Re: [HACKERS] A design for amcheck heapam verification - Mailing list pgsql-hackers

From Andrey Borodin
Subject Re: [HACKERS] A design for amcheck heapam verification
Date
Msg-id 049AE496-791B-4C0E-8ACB-43832F9FA2B8@yandex-team.ru
Whole thread Raw
In response to Re: [HACKERS] A design for amcheck heapam verification  (Peter Geoghegan <pg@bowt.ie>)
Responses Re: [HACKERS] A design for amcheck heapam verification
Re: [HACKERS] A design for amcheck heapam verification
List pgsql-hackers
Hello!

I like heapam verification functionality and use it right now. So, I'm planning to provide review for this patch,
probably,this week. 

From my current use I have some thoughts on interface. Here's what I get.

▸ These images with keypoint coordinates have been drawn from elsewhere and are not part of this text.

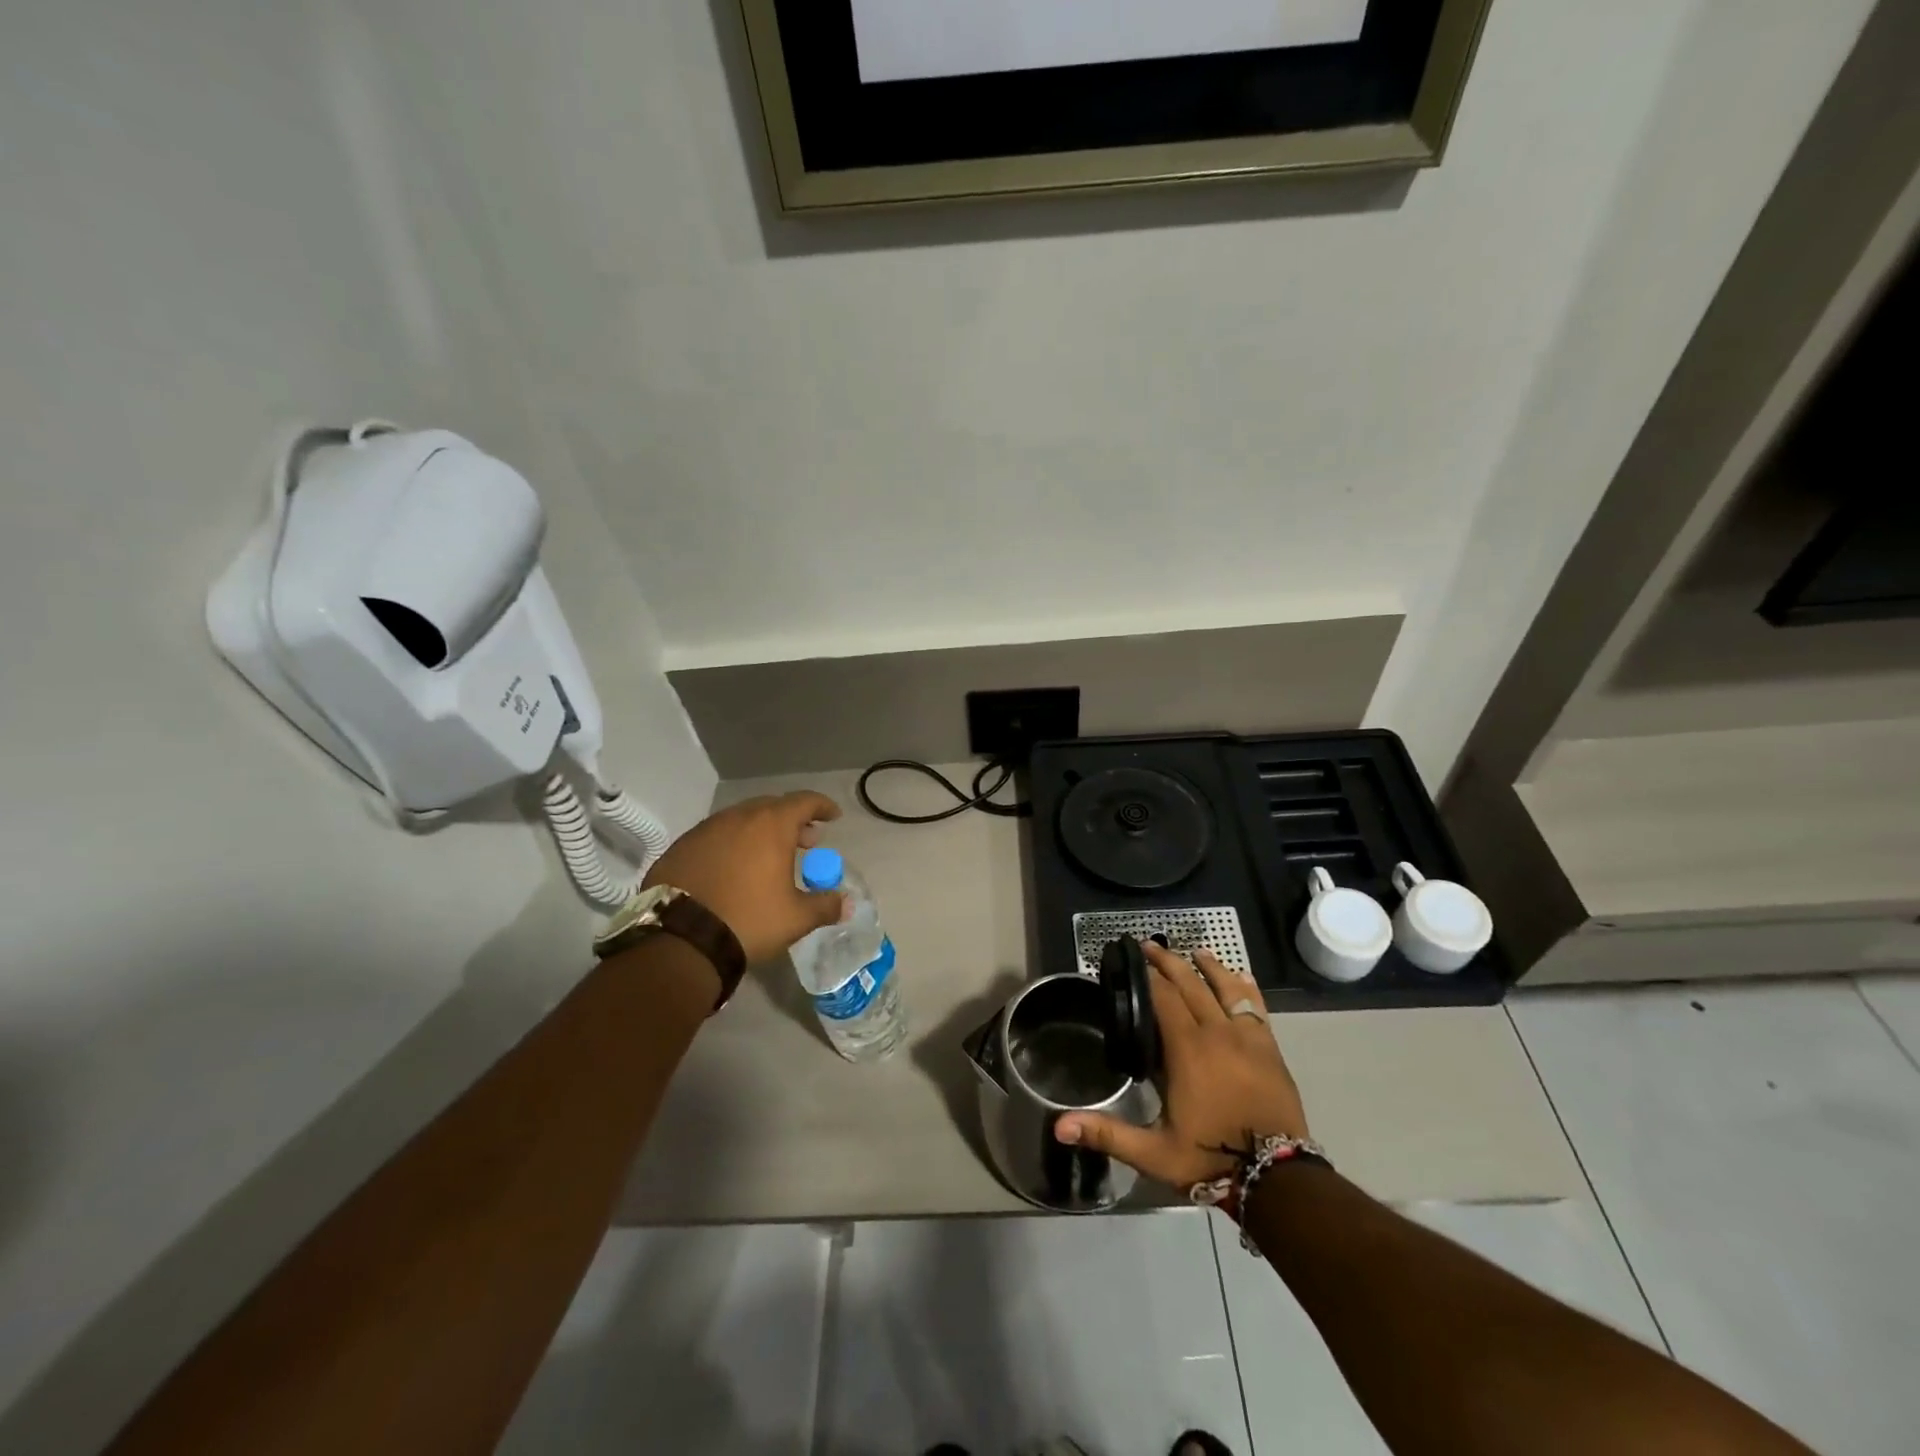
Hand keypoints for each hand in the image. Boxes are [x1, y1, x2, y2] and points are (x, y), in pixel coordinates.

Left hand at [643, 791, 845, 964]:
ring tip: (767, 856)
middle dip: (792, 821)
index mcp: (771, 825)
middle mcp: (738, 817)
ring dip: (759, 832)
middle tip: (804, 842)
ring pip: (740, 820)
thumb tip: (846, 904)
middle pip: (772, 807)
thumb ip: (825, 906)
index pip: (804, 801)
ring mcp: (705, 830)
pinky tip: (732, 868)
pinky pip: (715, 836)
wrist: (681, 940)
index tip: (833, 817)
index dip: (822, 807)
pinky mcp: (681, 847)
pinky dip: (731, 845)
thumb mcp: (796, 918)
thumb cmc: (749, 920)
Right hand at [1056, 944, 1308, 1190]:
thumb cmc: (1210, 1161)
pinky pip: (1256, 1007)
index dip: (1145, 976)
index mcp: (1187, 1049)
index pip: (1162, 997)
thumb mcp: (1153, 1152)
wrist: (1279, 1182)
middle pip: (1190, 984)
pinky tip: (1241, 976)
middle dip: (1168, 962)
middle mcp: (1217, 1033)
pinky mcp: (1270, 1050)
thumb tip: (1059, 1126)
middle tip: (1149, 946)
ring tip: (1194, 951)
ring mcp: (1248, 1039)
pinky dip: (1245, 988)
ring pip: (1225, 989)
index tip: (1130, 960)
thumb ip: (1107, 1133)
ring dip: (1208, 967)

# select bt_index_check('messagefiltervalue_group_id_59490523e6ee451f',true);
ERROR:  XX001: heap tuple (45,21) from table "messagefiltervalue" lacks matching index tuple within index
"messagefiltervalue_group_id_59490523e6ee451f"
HINT:  Retrying verification using the function bt_index_parent_check() might provide a more specific error.
LOCATION:  bt_tuple_present_callback, verify_nbtree.c:1316
Time: 45.668 ms

# select bt_index_check('messagefiltervalue_group_id_59490523e6ee451f');
bt_index_check
----------------

(1 row)
Time: 32.873 ms

# select bt_index_parent_check('messagefiltervalue_group_id_59490523e6ee451f');
ERROR:  XX002: down-link lower bound invariant violated for index "messagefiltervalue_group_id_59490523e6ee451f"
DETAIL:  Parent block=6259 child index tid=(1747,2) parent page lsn=4A0/728F5DA8.
LOCATION:  bt_downlink_check, verify_nbtree.c:1188
Time: 391194.113 ms


Seems like new check is working 4 orders of magnitudes faster then bt_index_parent_check() and still finds my specific
errorthat bt_index_check() missed.  
From this output I see that there is corruption, but cannot understand:
1. What is the scale of corruption
2. Are these corruptions related or not

I think an interface to list all or top N error could be useful.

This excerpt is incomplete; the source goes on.